Stored items
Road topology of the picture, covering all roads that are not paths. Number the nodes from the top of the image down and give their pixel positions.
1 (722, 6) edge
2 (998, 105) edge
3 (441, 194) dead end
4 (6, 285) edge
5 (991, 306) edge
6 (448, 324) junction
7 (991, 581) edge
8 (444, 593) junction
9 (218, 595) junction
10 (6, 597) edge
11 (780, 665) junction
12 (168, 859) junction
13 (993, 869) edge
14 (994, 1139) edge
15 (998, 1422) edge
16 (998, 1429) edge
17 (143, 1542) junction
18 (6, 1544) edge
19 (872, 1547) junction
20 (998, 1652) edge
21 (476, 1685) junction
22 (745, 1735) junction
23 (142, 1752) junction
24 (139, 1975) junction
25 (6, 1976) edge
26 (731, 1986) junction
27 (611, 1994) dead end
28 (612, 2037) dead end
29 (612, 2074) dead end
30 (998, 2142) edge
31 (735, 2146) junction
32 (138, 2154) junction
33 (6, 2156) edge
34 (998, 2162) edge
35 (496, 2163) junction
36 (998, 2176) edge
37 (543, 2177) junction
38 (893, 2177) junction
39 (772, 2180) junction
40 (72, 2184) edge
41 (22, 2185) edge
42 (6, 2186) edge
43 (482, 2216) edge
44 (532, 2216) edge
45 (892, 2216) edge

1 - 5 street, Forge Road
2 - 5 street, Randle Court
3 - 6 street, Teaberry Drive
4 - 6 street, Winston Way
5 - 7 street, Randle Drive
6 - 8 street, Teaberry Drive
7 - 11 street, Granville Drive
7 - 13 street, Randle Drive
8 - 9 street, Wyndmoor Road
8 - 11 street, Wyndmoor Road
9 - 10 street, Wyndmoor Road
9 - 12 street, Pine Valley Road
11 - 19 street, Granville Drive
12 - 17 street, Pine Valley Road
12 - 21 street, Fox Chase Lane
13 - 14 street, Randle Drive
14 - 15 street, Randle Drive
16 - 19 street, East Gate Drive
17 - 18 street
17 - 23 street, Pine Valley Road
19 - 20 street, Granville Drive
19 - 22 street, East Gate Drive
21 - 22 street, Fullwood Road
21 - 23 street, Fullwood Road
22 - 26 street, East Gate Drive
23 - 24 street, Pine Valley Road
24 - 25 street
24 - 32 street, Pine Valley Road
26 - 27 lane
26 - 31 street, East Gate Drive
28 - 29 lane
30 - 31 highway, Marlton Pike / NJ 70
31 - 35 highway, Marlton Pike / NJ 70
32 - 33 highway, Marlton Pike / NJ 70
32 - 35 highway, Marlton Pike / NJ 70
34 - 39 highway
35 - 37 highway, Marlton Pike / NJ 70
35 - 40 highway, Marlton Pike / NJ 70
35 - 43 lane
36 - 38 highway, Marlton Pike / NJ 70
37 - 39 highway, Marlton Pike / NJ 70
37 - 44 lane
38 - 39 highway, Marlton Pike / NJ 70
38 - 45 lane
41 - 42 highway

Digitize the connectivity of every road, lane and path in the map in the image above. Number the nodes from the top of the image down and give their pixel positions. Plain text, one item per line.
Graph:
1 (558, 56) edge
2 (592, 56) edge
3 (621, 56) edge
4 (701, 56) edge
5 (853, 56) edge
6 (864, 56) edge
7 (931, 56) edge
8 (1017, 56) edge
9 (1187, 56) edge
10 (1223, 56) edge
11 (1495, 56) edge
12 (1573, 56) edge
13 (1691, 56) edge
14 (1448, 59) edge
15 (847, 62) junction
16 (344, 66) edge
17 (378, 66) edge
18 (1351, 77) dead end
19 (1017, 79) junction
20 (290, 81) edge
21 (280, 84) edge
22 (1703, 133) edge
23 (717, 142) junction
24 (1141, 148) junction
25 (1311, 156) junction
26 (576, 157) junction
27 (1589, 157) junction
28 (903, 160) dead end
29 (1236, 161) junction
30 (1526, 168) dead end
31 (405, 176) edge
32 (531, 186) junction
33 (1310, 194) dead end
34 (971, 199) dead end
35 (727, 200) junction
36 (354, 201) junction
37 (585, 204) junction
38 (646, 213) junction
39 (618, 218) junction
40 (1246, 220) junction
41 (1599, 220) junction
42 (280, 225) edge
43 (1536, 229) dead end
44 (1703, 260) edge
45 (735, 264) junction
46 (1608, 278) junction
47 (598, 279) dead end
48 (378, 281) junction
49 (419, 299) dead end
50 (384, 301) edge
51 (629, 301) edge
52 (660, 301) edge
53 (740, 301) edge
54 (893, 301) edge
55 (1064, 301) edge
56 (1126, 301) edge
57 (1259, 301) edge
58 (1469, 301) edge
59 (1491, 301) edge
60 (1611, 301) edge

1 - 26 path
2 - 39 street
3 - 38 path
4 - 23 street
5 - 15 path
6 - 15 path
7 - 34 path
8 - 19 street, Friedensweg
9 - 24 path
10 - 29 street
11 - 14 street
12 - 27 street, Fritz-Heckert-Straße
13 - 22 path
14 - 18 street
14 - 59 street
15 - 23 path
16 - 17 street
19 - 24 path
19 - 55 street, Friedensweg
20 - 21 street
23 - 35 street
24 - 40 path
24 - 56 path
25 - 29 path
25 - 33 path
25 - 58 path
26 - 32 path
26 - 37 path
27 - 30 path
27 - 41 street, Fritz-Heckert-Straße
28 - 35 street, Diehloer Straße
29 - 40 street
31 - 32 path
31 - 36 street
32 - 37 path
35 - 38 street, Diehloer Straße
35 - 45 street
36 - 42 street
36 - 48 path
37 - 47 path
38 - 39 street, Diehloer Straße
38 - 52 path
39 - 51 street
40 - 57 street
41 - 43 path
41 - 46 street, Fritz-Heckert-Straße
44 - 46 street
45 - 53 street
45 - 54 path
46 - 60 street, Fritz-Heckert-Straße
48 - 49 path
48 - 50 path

BRIEF
For each line in the records that contains the word "East", make a copy.

YOUR RESPONSE
16 - 19 street, East Gate Drive
19 - 22 street, East Gate Drive
22 - 26 street, East Gate Drive
26 - 31 street, East Gate Drive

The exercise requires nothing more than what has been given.